◆ GOAL OF THE EXERCISE ◆
With the line containing "I need the junctions" as the first line and the last line of the records as the final one, reproduce that range exactly.
*** Opening of INPUT MATERIAL ***
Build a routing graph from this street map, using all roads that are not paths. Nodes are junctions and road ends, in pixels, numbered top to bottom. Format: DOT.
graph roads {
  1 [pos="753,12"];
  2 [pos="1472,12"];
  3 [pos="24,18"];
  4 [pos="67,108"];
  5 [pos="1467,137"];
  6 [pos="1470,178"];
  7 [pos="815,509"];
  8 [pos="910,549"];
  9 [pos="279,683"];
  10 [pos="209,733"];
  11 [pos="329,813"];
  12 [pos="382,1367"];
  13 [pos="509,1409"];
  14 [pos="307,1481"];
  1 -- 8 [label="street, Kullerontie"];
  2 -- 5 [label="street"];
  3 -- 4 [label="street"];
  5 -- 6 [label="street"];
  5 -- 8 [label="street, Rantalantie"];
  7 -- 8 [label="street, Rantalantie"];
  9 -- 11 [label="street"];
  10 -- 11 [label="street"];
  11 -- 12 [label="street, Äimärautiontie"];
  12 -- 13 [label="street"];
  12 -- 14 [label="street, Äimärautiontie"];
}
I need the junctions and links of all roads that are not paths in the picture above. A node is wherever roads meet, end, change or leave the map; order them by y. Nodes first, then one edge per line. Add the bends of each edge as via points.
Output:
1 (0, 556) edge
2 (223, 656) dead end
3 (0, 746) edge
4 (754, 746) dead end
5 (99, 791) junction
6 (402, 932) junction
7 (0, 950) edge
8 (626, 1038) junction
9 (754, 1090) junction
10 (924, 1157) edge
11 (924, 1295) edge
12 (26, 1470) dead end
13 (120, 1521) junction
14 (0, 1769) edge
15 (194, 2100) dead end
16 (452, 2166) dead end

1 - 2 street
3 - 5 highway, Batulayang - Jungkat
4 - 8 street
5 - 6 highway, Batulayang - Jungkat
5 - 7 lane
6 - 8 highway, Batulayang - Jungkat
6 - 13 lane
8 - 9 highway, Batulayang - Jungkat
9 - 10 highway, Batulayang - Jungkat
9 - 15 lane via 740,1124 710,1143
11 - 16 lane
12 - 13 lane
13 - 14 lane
*** Close of INPUT MATERIAL ***
◆ EXPECTED OUTPUT ◆
I need the junctions and links of all roads that are not paths in the picture above. A node is wherever roads meet, end, change or leave the map; order them by y. Nodes first, then one edge per line. Add the bends of each edge as via points.
Output:
1 (0, 556) edge
2 (223, 656) dead end
3 (0, 746) edge
4 (754, 746) dead end
5 (99, 791) junction
6 (402, 932) junction
7 (0, 950) edge
8 (626, 1038) junction
9 (754, 1090) junction
10 (924, 1157) edge
11 (924, 1295) edge
12 (26, 1470) dead end
13 (120, 1521) junction
14 (0, 1769) edge
15 (194, 2100) dead end
16 (452, 2166) dead end

1 - 2 street
3 - 5 highway, Batulayang - Jungkat
4 - 8 street
5 - 6 highway, Batulayang - Jungkat
5 - 7 lane
6 - 8 highway, Batulayang - Jungkat
6 - 13 lane
8 - 9 highway, Batulayang - Jungkat
9 - 10 highway, Batulayang - Jungkat
9 - 15 lane via 740,1124 710,1143
11 - 16 lane
12 - 13 lane
13 - 14 lane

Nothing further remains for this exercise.